━━ Extracted data ━━

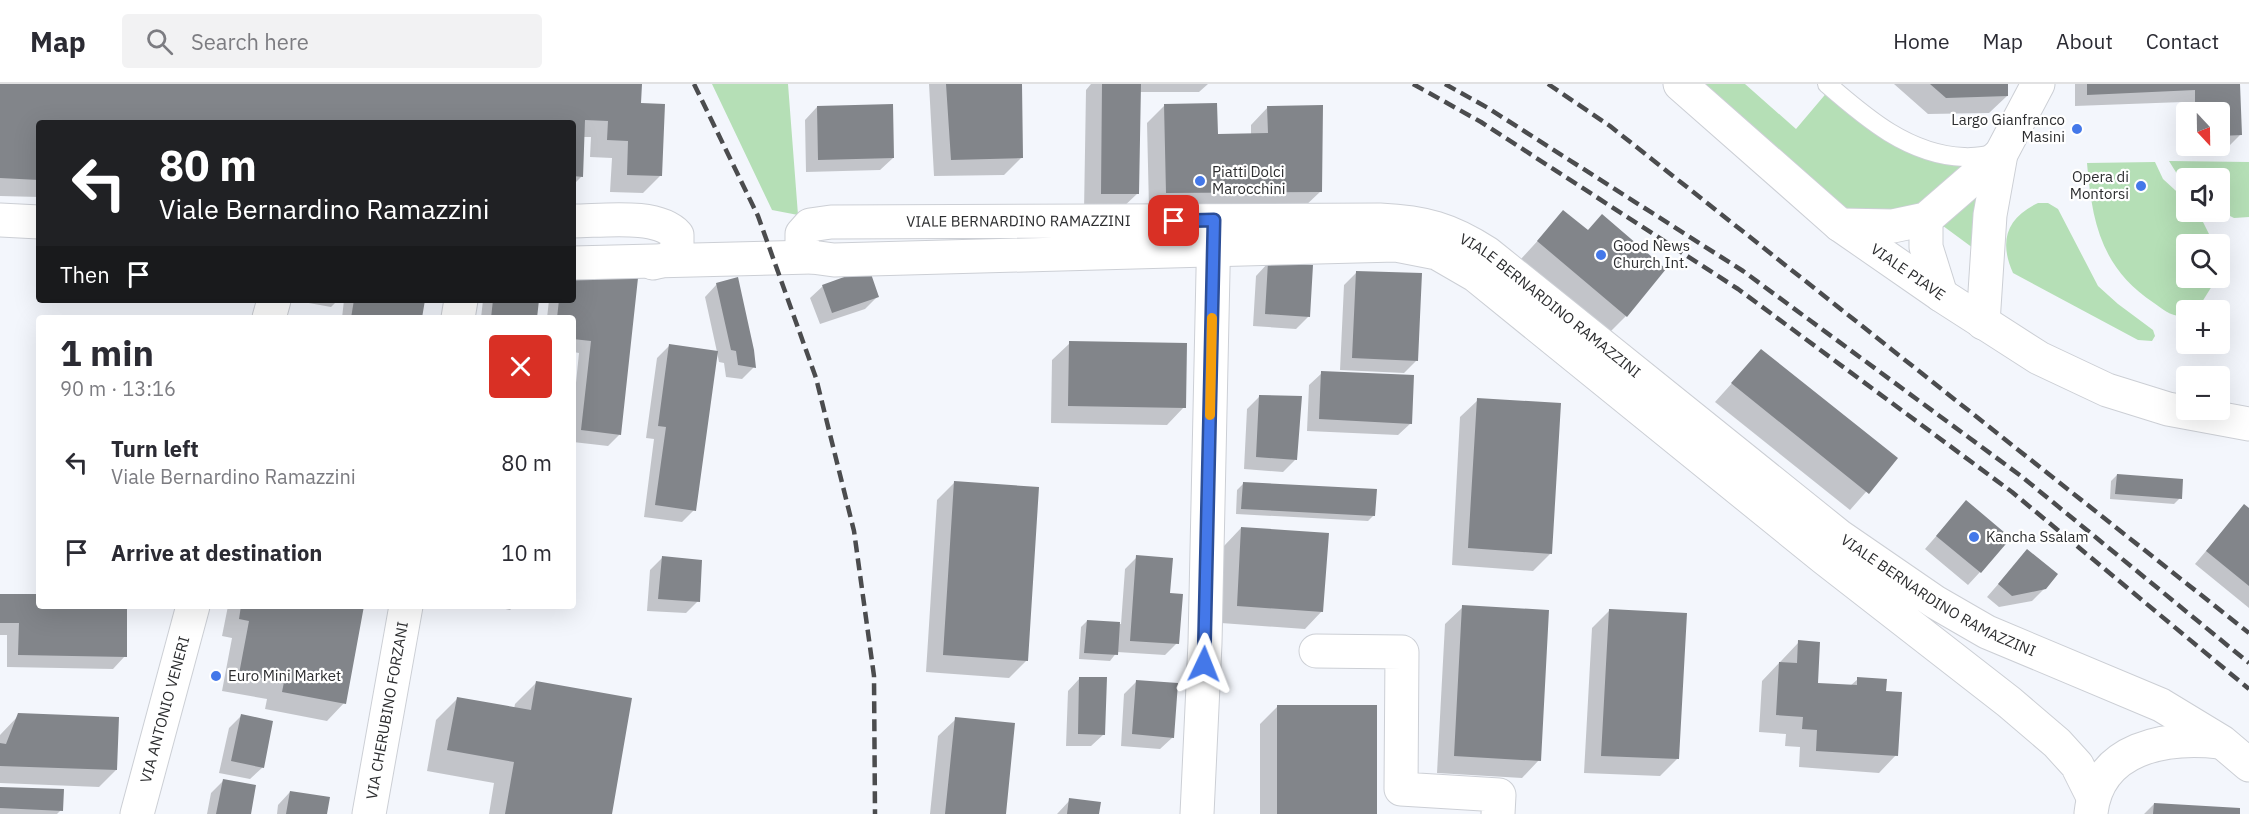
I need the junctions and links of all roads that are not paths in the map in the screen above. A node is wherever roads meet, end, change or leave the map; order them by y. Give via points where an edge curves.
1 (1680, 84) edge
2 (1827, 84) edge
3 (2038, 84) edge
4 (2001, 153) junction
5 (1926, 219) junction
6 (0, 220) edge
7 (576, 221) edge
8 (36, 222) edge
9 (1840, 225) junction
10 (1214, 234) junction
11 (576, 263) edge
12 (653, 263) junction
13 (1941, 295) junction
14 (1983, 323) junction
15 (2249, 424) edge
16 (192, 609) edge
17 (405, 609) edge
18 (1316, 651) dead end
19 (2222, 742) junction
20 (2249, 765) edge
21 (2092, 806) edge
22 (137, 814) edge
23 (369, 814) edge
24 (1197, 814) edge
25 (1498, 814) edge

1 - 9 street, VIALE PIAVE
2 - 4 lane via 1871,123 1928,151 1964,157
3 - 4 street
4 - 5 street
4 - 14 street via 1990,215
5 - 9 street via 1893,226
5 - 13 street via 1926,247
6 - 8 street
7 - 12 street via 650,222 668,226 677,235 677,249 669,259
9 - 13 street, VIALE PIAVE
10 - 12 street, VIALE BERNARDINO RAMAZZINI via 831,222 810,225 802,234 802,249 812,257
10 - 19 street, VIALE BERNARDINO RAMAZZINI via 1404,221 1448,230 1596,339 1839,536 1935,602 1996,637 2144,696
10 - 21 street, VIALE BERNARDINO RAMAZZINI via 1396,245 1437,253 1458,263 2057,743 2077,765
10 - 24 street
11 - 12 street, VIALE BERNARDINO RAMAZZINI
13 - 14 street, VIALE PIAVE
14 - 15 street, VIALE PIAVE via 2039,358 2107,390 2168,409
16 - 22 street, VIA ANTONIO VENERI
17 - 23 street, VIA CHERUBINO FORZANI
18 - 25 street via 1402,652 1401,789 1499,795
19 - 20 street, VIALE BERNARDINO RAMAZZINI
19 - 21 street via 2194,739 2145,746 2104,774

━━━

Activity - Please count how many lines of the records include "RAMAZZINI", giving the number and nothing else.

Answer box - 5